→ **WORK TO COMPLETE**
Lines in which "main" appears should be pulled from the data below.

→ **EXERCISE INPUT**
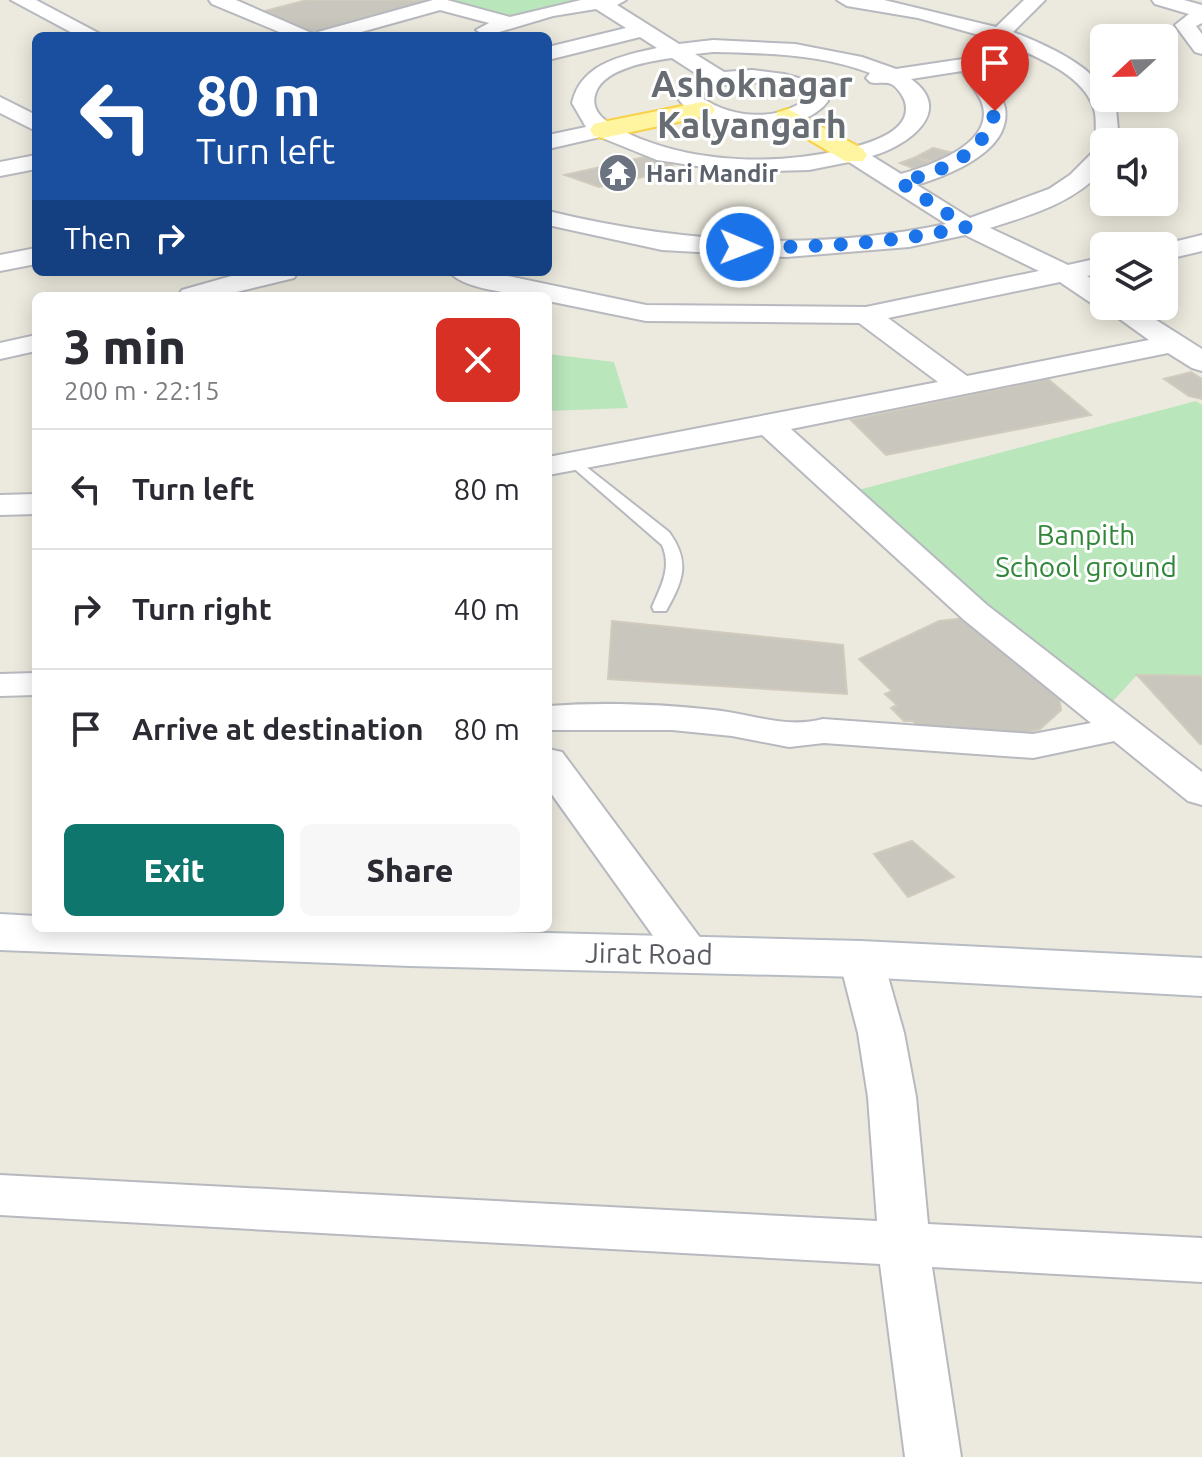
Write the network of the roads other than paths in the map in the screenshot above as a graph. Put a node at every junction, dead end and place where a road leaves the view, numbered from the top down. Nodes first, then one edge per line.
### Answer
1 (21, 0) edge
2 (219, 0) edge
3 (847, 0) edge
4 (1035, 0) edge
5 (1162, 0) edge
6 (603, 1) edge
7 (1202, 12) edge
8 (508, 22) junction
9 (642, 31) junction
10 (86, 32) edge
11 (296, 32) edge
12 (339, 32) edge
13 (482, 32) edge
14 (999, 34) junction
15 (1202, 48) edge
16 (675, 50) junction
17 (552, 53) edge
18 (969, 64) junction
19 (891, 76) junction
20 (720, 79) junction
21 (808, 88) junction
22 (0, 104) edge
23 (702, 110) junction
24 (788, 117) junction
25 (32, 122) edge
26 (1111, 128) edge
27 (603, 130) junction
28 (552, 141) edge
29 (854, 155) junction
30 (32, 163) edge
31 (0, 169) edge
32 (1090, 170) edge
33 (900, 182) junction
34 (552, 219) edge
35 (967, 227) junction
36 (1202, 243) edge
37 (1178, 249) edge
38 (32, 257) edge
39 (0, 263) edge
40 (1090, 268) edge
41 (1066, 274) junction
42 (248, 276) edge
43 (475, 276) edge
44 (1090, 290) edge
45 (202, 292) edge
46 (545, 292) edge
47 (552, 293) edge
48 (866, 315) junction
49 (1138, 320) edge
50 (1174, 343) junction
51 (32, 344) edge
52 (0, 351) edge
53 (1202, 362) edge
54 (962, 386) junction
55 (768, 425) junction
56 (562, 464) edge
57 (32, 504) edge
58 (0, 505) edge
59 (660, 607) dead end
60 (32, 684) edge
61 (0, 685) edge
62 (552, 718) edge
63 (1123, 728) junction
64 (552, 766) edge
65 (1193, 777) edge
66 (0, 932) edge
67 (689, 954) junction
68 (861, 959) junction
69 (1202, 977) edge
70 (0, 1195) edge
71 (904, 1245) junction
72 (1202, 1260) edge
73 (933, 1457) edge

1 - 10 street
2 - 11 street
3 - 14 street
4 - 14 street
5 - 7 street
6 - 8 street
6 - 9 street
7 - 15 street
8 - 12 street
8 - 13 street
9 - 16 street
9 - 17 street
14 - 18 street
14 - 26 street
16 - 19 street
16 - 20 street
16 - 27 street
18 - 19 street
18 - 33 street
19 - 21 street
19 - 29 street
20 - 21 street
20 - 23 street
21 - 24 street
22 - 25 street
23 - 24 street
23 - 27 main road
24 - 29 main road
27 - 28 street
27 - 29 street
29 - 33 street
30 - 31 street
32 - 35 street
33 - 35 street
34 - 35 street
35 - 41 street
36 - 37 street
38 - 39 street
40 - 41 street
41 - 44 street
41 - 48 street
42 - 45 street
43 - 46 street
47 - 48 street
48 - 54 street
49 - 50 street
50 - 53 street
50 - 54 street
51 - 52 street
54 - 55 street
55 - 56 street
55 - 63 street
56 - 59 lane
57 - 58 street
60 - 61 street
62 - 63 street
63 - 65 street
64 - 67 street
66 - 67 main road, Jirat Road
67 - 68 main road, Jirat Road
68 - 69 main road, Jirat Road
68 - 71 street
70 - 71 street
71 - 72 street
71 - 73 street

→ **EXERCISE RESULT**
23 - 27 main road
24 - 29 main road
66 - 67 main road, Jirat Road
67 - 68 main road, Jirat Road
68 - 69 main road, Jirat Road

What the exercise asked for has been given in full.